Extracted records ::
= Beginning of Section =

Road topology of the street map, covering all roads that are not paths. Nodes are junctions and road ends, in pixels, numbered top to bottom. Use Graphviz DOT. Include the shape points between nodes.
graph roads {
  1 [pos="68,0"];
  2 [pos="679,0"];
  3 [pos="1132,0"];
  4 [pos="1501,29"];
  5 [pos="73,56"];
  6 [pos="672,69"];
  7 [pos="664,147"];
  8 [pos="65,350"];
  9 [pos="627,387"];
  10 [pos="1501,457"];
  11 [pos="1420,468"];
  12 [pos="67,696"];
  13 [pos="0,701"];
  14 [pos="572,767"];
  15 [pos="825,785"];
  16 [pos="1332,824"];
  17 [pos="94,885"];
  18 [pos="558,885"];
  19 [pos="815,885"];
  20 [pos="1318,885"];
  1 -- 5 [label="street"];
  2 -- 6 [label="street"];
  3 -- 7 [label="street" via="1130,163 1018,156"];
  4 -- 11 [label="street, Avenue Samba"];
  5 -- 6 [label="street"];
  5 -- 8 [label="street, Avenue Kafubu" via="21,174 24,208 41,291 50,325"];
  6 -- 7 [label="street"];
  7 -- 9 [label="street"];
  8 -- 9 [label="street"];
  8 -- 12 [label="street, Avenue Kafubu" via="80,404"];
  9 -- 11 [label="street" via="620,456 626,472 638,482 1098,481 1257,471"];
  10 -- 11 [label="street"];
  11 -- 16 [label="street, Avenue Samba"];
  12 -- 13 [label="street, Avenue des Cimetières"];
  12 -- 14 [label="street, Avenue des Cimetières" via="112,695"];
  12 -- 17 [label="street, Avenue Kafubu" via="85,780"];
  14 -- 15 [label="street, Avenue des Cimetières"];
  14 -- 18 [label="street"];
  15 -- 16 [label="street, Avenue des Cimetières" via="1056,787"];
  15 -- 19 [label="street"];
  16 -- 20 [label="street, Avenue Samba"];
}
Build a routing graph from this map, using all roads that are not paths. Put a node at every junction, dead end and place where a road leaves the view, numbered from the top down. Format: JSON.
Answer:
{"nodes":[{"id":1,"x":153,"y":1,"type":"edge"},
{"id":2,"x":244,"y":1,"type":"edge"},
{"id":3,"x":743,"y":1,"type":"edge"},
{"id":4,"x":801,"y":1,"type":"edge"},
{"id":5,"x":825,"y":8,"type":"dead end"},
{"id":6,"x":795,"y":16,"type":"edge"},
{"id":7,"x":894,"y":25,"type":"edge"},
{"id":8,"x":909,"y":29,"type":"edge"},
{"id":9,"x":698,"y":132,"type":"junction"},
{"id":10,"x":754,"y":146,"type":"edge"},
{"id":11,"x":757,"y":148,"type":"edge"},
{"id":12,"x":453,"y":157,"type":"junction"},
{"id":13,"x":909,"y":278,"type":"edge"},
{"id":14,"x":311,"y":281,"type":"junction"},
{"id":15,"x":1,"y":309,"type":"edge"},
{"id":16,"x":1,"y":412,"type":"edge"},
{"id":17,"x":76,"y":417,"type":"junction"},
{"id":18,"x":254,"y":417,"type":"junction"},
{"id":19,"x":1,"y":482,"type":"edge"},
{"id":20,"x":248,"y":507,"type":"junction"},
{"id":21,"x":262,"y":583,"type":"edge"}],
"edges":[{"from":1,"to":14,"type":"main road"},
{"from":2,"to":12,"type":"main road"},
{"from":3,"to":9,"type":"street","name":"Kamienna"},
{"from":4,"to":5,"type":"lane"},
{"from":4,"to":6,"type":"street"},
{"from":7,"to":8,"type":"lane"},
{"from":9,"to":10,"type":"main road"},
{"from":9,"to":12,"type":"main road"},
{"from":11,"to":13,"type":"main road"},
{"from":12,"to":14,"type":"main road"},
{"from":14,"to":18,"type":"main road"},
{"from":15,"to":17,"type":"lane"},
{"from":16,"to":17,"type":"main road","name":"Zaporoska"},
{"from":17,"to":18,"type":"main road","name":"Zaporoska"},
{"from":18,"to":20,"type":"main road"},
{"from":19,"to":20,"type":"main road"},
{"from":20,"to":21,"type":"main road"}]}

= End of Section =

The task :: Repeat all of the data exactly.

Written response ::
Road topology of the street map, covering all roads that are not paths. Nodes are junctions and road ends, in pixels, numbered top to bottom. Use Graphviz DOT. Include the shape points between nodes.
graph roads {
  1 [pos="68,0"];
  2 [pos="679,0"];
  3 [pos="1132,0"];
  4 [pos="1501,29"];
  5 [pos="73,56"];
  6 [pos="672,69"];
  7 [pos="664,147"];
  8 [pos="65,350"];
  9 [pos="627,387"];
  10 [pos="1501,457"];
  11 [pos="1420,468"];
  12 [pos="67,696"];
  13 [pos="0,701"];
  14 [pos="572,767"];
  15 [pos="825,785"];
  16 [pos="1332,824"];
  17 [pos="94,885"];
  18 [pos="558,885"];
  19 [pos="815,885"];
  20 [pos="1318,885"];
  1 -- 5 [label="street"];
  2 -- 6 [label="street"];
  3 -- 7 [label="street" via="1130,163 1018,156"];
  4 -- 11 [label="street, Avenue Samba"];
  5 -- 6 [label="street"];
  5 -- 8 [label="street, Avenue Kafubu" via="21,174 24,208 41,291 50,325"];
  6 -- 7 [label="street"];
  7 -- 9 [label="street"];
  8 -- 9 [label="street"];
  8 -- 12 [label="street, Avenue Kafubu" via="80,404"];
  9 -- 11 [label="street" via="620,456 626,472 638,482 1098,481 1257,471"];
  10 -- 11 [label="street"];
  11 -- 16 [label="street, Avenue Samba"];
  12 -- 13 [label="street, Avenue des Cimetières"];
  12 -- 14 [label="street, Avenue des Cimetières" via="112,695"];
  12 -- 17 [label="street, Avenue Kafubu" via="85,780"];
  14 -- 15 [label="street, Avenue des Cimetières"];
  14 -- 18 [label="street"];
  15 -- 16 [label="street, Avenue des Cimetières" via="1056,787"];
  15 -- 19 [label="street"];
  16 -- 20 [label="street, Avenue Samba"];
}
Build a routing graph from this map, using all roads that are not paths. Put a node at every junction, dead end and place where a road leaves the view, numbered from the top down. Format: JSON.
Answer:
{"nodes":[{"id":1,"x":153,"y":1,"type":"edge"},
{"id":2,"x":244,"y":1,"type":"edge"},
{"id":3,"x":743,"y":1,"type":"edge"},
{"id":4,"x":801,"y":1,"type":"edge"},
{"id":5,"x":825,"y":8,"type":"dead end"},
{"id":6,"x":795,"y":16,"type":"edge"},
{"id":7,"x":894,"y":25,"type":"edge"},
{"id":8,"x":909,"y":29,"type":"edge"},
{"id":9,"x":698,"y":132,"type":"junction"},
{"id":10,"x":754,"y":146,"type":"edge"},
{"id":11,"x":757,"y":148,"type":"edge"},
{"id":12,"x":453,"y":157,"type":"junction"},
{"id":13,"x":909,"y":278,"type":"edge"},
{"id":14,"x":311,"y":281,"type":"junction"},
{"id":15,"x":1,"y":309,"type":"edge"},
{"id":16,"x":1,"y":412,"type":"edge"},
{"id":17,"x":76,"y":417,"type":"junction"},
{"id":18,"x":254,"y":417,"type":"junction"},
{"id":19,"x":1,"y":482,"type":"edge"},
{"id":20,"x":248,"y":507,"type":"junction"},
{"id":21,"x":262,"y":583,"type":"edge"}],
"edges":[{"from":1,"to":14,"type":"main road"},
{"from":2,"to":12,"type":"main road"},
{"from":3,"to":9,"type":"street","name":"Kamienna"},
{"from":4,"to":5,"type":"lane"},
{"from":4,"to":6,"type":"street"},
{"from":7,"to":8,"type":"lane"},
{"from":9,"to":10,"type":"main road"},
{"from":9,"to":12,"type":"main road"},
{"from":11,"to":13,"type":"main road"},
{"from":12,"to":14,"type":"main road"},
{"from":14,"to":18,"type":"main road"},
{"from":15,"to":17,"type":"lane"},
{"from":16,"to":17,"type":"main road","name":"Zaporoska"},
{"from":17,"to":18,"type":"main road","name":"Zaporoska"},
{"from":18,"to":20,"type":"main road"},
{"from":19,"to":20,"type":"main road"},
{"from":20,"to":21,"type":"main road"}]}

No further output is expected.